TASK DIRECTIONS – All of the data should be restated word for word, with the pictures omitted.

(Beginning of RAW DATA)

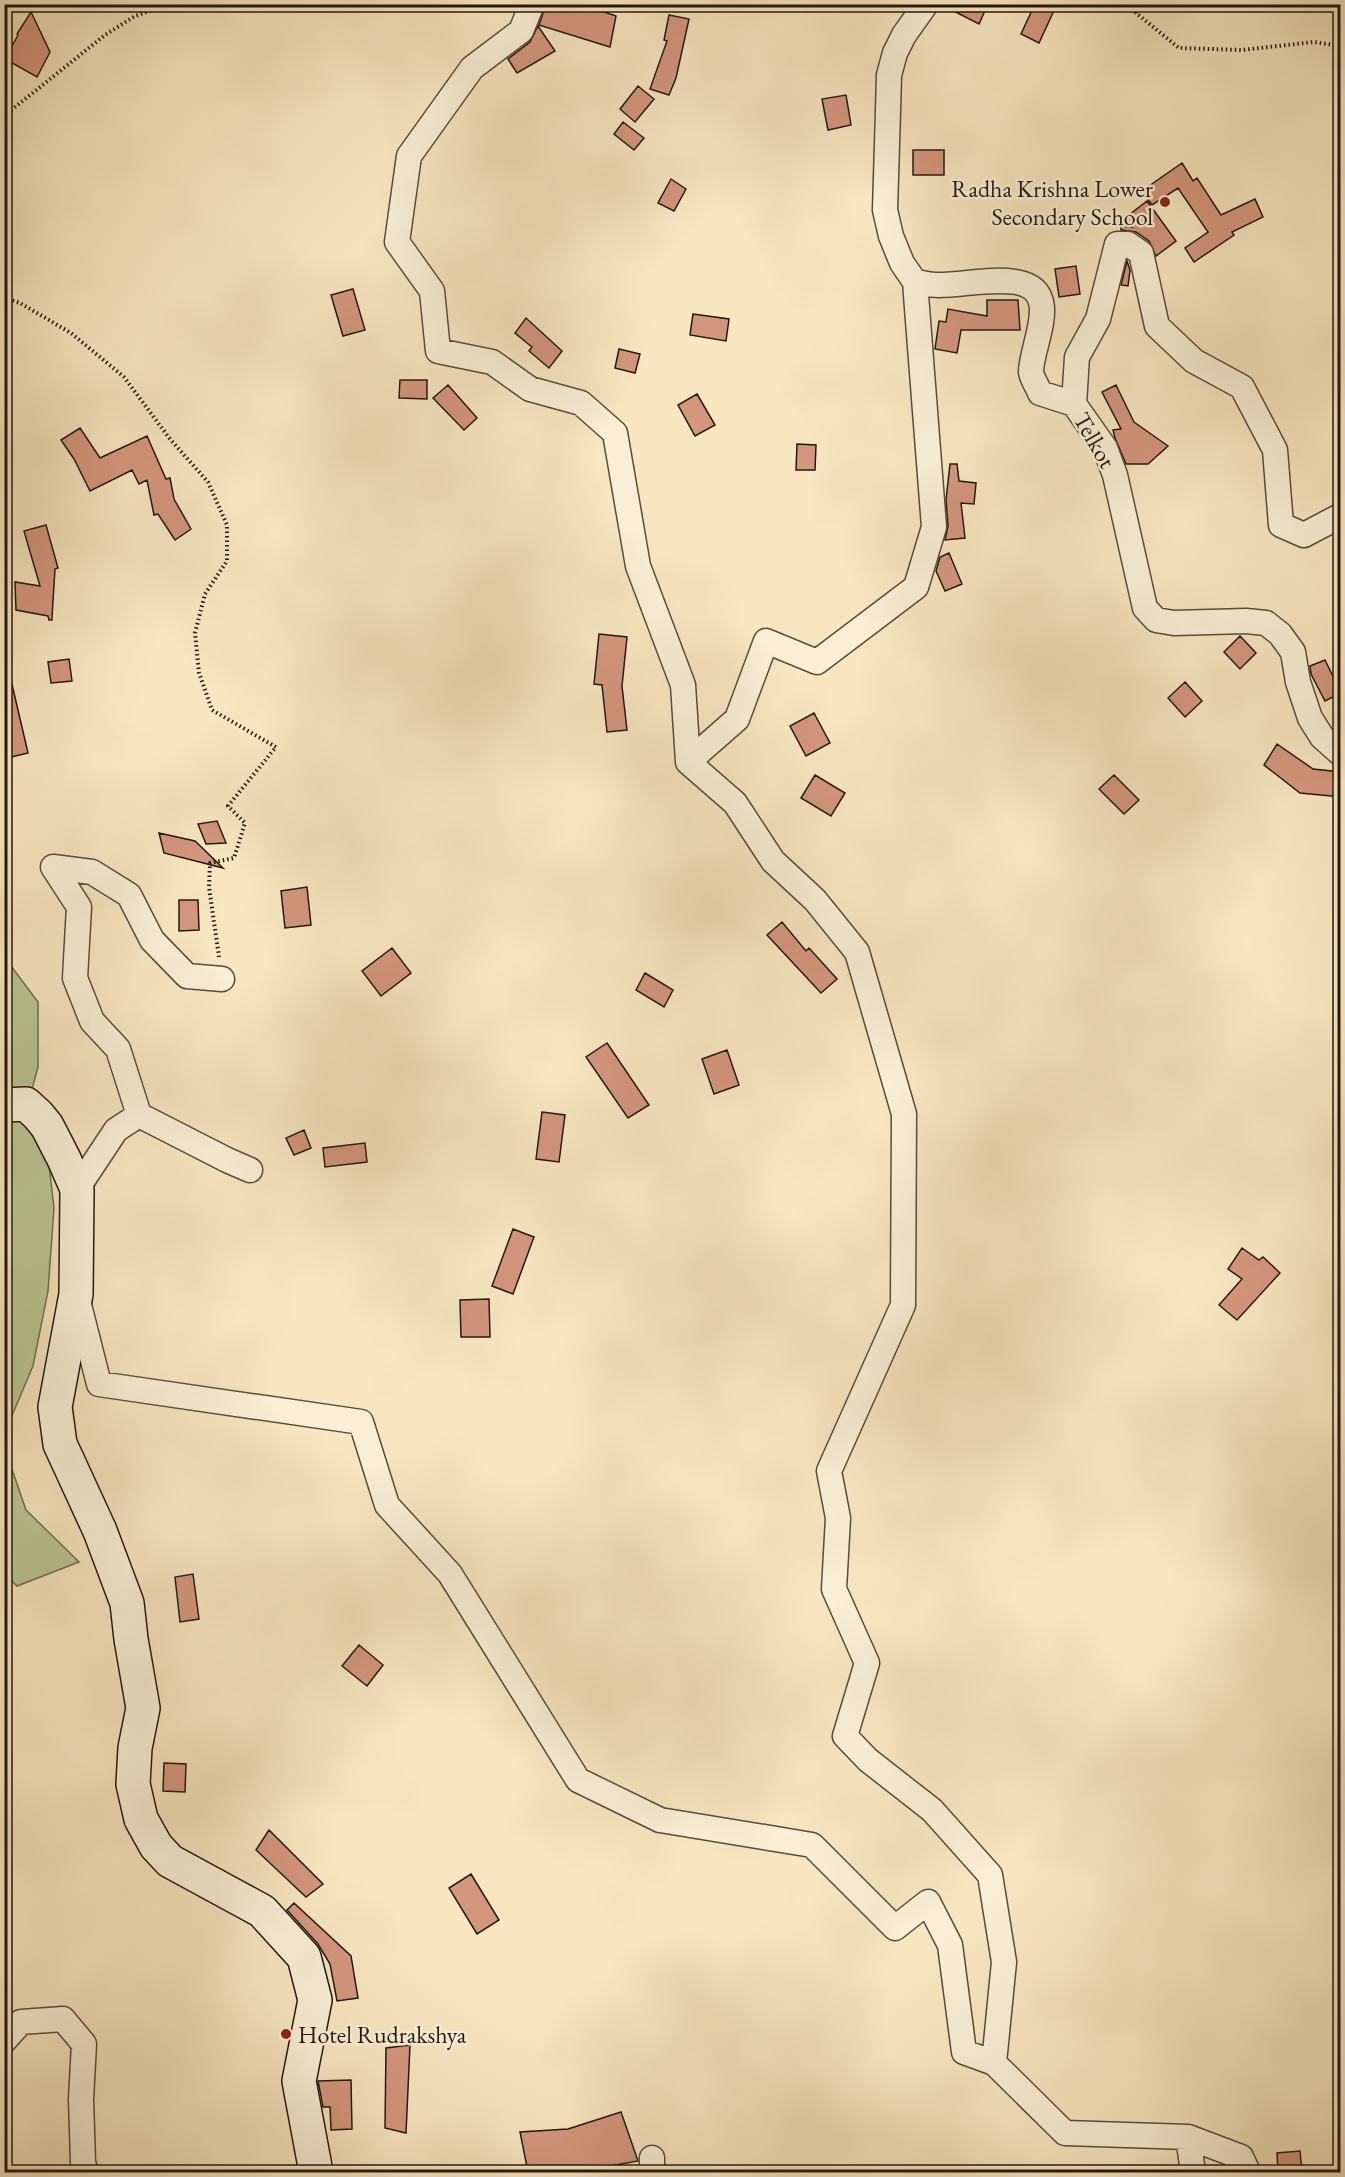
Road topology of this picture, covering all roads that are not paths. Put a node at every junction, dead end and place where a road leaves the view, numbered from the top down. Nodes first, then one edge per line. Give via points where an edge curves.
1 (532, 4) edge
2 (926, 4) edge
3 (915, 282) junction
4 (1074, 404) junction
5 (1341, 516) edge
6 (1341, 753) edge
7 (688, 762) junction
8 (222, 979) road end
9 (4, 1105) edge
10 (139, 1114) junction
11 (250, 1170) dead end
12 (77, 1189) junction
13 (76, 1294) junction
14 (4, 2041) edge
15 (994, 2063) junction
16 (1188, 2137) junction
17 (86, 2172) edge
18 (316, 2172) edge
19 (1193, 2172) edge
20 (1248, 2172) edge

1 - 7 street via 521,31 472,68 409,156 397,242 432,291 438,351 492,362 530,389 581,403 615,433 638,566 683,685
2 - 3 street via 904,35 889,75 885,210 902,263
3 - 4 street, Telkot via 938,285 980,280 1029,285 1040,297 1042,317 1031,374 1040,393
3 - 7 street via 934,527 916,587 817,662 766,641 736,719
4 - 5 street via 1077,357 1098,319 1117,244 1128,244 1141,253 1157,326 1194,361 1242,387 1275,450 1281,525 1304,535
4 - 6 street, Telkot via 1105,448 1115,475 1145,608 1156,620 1174,623 1266,623 1293,652 1310,718 1322,737
7 - 15 street via 735,803 773,861 814,900 857,952 904,1114 903,1305 829,1471 838,1518 834,1589 867,1663 845,1736 868,1760 932,1810 990,1875 1004,1962
8 - 10 street via 187,976 152,940 129,895 92,872 53,867 79,907 75,978 92,1021 118,1049
9 - 12 street via 26,1104 47,1125
10 - 11 street
10 - 12 street via 116,1131
12 - 13 street
13 - 15 street via 99,1384 361,1422 387,1505 450,1574 578,1780 660,1820 812,1845 895,1928 928,1902 950,1945 964,2052
13 - 18 street via 55,1407 60,1443 127,1603 143,1708 133,1784 141,1819 156,1846 170,1860 262,1911 304,1957 315,2000 299,2081
14 - 17 street via 21,2022 63,2019 84,2044 81,2099
15 - 16 street via 1065,2133
16 - 19 street
16 - 20 street via 1241,2157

(End of RAW DATA)

EXERCISE SOLUTION –
Road topology of this picture, covering all roads that are not paths. Put a node at every junction, dead end and place where a road leaves the view, numbered from the top down. Nodes first, then one edge per line. Give via points where an edge curves.
1 (532, 4) edge
2 (926, 4) edge
3 (915, 282) junction
4 (1074, 404) junction
5 (1341, 516) edge
6 (1341, 753) edge
7 (688, 762) junction
8 (222, 979) road end
9 (4, 1105) edge
10 (139, 1114) junction
11 (250, 1170) dead end
12 (77, 1189) junction
13 (76, 1294) junction
14 (4, 2041) edge
15 (994, 2063) junction
16 (1188, 2137) junction
17 (86, 2172) edge
18 (316, 2172) edge
19 (1193, 2172) edge
20 (1248, 2172) edge

1 - 7 street via 521,31 472,68 409,156 397,242 432,291 438,351 492,362 530,389 581,403 615,433 638,566 683,685
2 - 3 street via 904,35 889,75 885,210 902,263
3 - 4 street, Telkot via 938,285 980,280 1029,285 1040,297 1042,317 1031,374 1040,393
3 - 7 street via 934,527 916,587 817,662 766,641 736,719
4 - 5 street via 1077,357 1098,319 1117,244 1128,244 1141,253 1157,326 1194,361 1242,387 1275,450 1281,525 1304,535
4 - 6 street, Telkot via 1105,448 1115,475 1145,608 1156,620 1174,623 1266,623 1293,652 1310,718 1322,737
7 - 15 street via 735,803 773,861 814,900 857,952 904,1114 903,1305 829,1471 838,1518 834,1589 867,1663 845,1736 868,1760 932,1810 990,1875 1004,1962
8 - 10 street via 187,976 152,940 129,895 92,872 53,867 79,907 75,978 92,1021 118,1049
9 - 12 street via 26,1104 47,1125
10 - 11 street
10 - 12 street via 116,1131
12 - 13 street
13 - 15 street via 99,1384 361,1422 387,1505 450,1574 578,1780 660,1820 812,1845 895,1928 928,1902 950,1945 964,2052
13 - 18 street via 55,1407 60,1443 127,1603 143,1708 133,1784 141,1819 156,1846 170,1860 262,1911 304,1957 315,2000 299,2081
14 - 17 street via 21,2022 63,2019 84,2044 81,2099
15 - 16 street via 1065,2133
16 - 19 street
16 - 20 street via 1241,2157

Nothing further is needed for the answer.